The patient's serum is mixed with the labeled thyroid hormone; next, the resin is added to the whole mixture to measure the amount of free labeled thyroid hormone. So, for instance, if the patient is truly hypothyroid, and TBG levels are normal, then there are many sites open for binding on the TBG, since the total thyroid hormone level is low. Therefore, when the labeled hormone is added, it will bind mostly to the TBG, leaving little of it left for binding to the resin. In contrast, however, if the patient is truly hyperthyroid, and TBG levels are normal, the patient's endogenous hormone will saturate the TBG binding sites more, leaving less room for the labeled hormone, which allows greater binding to the resin.

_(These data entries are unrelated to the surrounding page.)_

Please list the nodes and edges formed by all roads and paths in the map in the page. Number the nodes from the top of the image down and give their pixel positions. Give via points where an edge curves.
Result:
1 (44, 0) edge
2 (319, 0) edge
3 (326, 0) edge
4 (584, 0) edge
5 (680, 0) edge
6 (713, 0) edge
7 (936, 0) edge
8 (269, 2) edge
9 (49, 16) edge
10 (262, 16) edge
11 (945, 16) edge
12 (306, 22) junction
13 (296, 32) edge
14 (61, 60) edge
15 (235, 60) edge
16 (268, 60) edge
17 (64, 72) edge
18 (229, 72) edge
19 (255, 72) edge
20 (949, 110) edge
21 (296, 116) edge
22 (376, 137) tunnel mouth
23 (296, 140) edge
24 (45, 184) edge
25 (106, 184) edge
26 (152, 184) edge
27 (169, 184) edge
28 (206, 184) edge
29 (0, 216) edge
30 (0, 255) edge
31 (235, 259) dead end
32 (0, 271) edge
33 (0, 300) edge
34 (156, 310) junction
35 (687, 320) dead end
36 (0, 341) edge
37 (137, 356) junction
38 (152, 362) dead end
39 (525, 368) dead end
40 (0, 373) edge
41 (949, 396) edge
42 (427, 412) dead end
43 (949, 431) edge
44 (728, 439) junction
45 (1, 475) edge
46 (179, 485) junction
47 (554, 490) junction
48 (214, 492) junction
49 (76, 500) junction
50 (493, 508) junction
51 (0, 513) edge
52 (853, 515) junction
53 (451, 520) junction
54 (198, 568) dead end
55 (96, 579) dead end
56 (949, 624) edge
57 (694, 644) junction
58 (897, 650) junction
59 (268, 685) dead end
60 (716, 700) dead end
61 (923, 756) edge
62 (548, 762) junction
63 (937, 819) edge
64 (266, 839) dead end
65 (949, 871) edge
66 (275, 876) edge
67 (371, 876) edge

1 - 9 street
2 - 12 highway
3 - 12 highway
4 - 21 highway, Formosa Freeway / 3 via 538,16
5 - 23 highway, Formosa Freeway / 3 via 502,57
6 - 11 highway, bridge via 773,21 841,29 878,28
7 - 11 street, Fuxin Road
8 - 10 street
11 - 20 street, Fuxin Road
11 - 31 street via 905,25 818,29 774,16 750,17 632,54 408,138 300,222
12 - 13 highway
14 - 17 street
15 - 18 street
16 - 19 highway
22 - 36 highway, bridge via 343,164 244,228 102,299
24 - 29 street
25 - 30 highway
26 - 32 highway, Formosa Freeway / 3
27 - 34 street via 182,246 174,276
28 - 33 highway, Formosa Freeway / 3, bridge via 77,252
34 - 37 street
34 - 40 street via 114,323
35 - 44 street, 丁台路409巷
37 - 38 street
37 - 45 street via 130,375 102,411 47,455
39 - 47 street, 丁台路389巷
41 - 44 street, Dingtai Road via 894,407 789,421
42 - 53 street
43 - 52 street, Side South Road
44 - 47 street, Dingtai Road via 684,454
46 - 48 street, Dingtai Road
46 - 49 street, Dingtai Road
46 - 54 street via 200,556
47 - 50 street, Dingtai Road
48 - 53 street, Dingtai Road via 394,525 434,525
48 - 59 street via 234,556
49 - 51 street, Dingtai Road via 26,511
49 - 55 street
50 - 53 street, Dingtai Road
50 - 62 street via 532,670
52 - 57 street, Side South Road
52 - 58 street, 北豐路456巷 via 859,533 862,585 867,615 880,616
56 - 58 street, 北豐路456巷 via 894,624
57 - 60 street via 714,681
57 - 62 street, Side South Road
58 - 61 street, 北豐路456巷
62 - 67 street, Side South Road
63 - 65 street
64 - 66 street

In patients who are truly hypo- or hyperthyroid, TBG testing is not very useful. However, if total thyroid hormone levels point to hypothyroidism or hyperthyroidism in the absence of accompanying symptoms, the utility of TBG testing becomes more evident, since TBG production can be modified by other factors such as estrogen levels, corticosteroid levels, or liver failure. If, for example, the TBG level is high, which can occur when estrogen levels are high, the TBG will bind more thyroid hormone, decreasing the free hormone available in the blood, which leads to stimulation of TSH, and the production of more thyroid hormone. In this case, the total thyroid hormone level will be high. And so, when labeled hormone is added, since TBG is so high, once equilibrium between the binding of endogenous thyroid hormone and the labeled hormone is achieved, less free labeled hormone will be available for uptake into the resin. On the converse, in the presence of corticosteroids, which lower TBG levels, the total thyroid hormone (bound and free) in the blood will be low. Thus, when the labeled hormone is added, since so little TBG is available in the blood, after equilibrium is achieved, only a small portion of it will bind, leaving plenty available for uptake by the resin.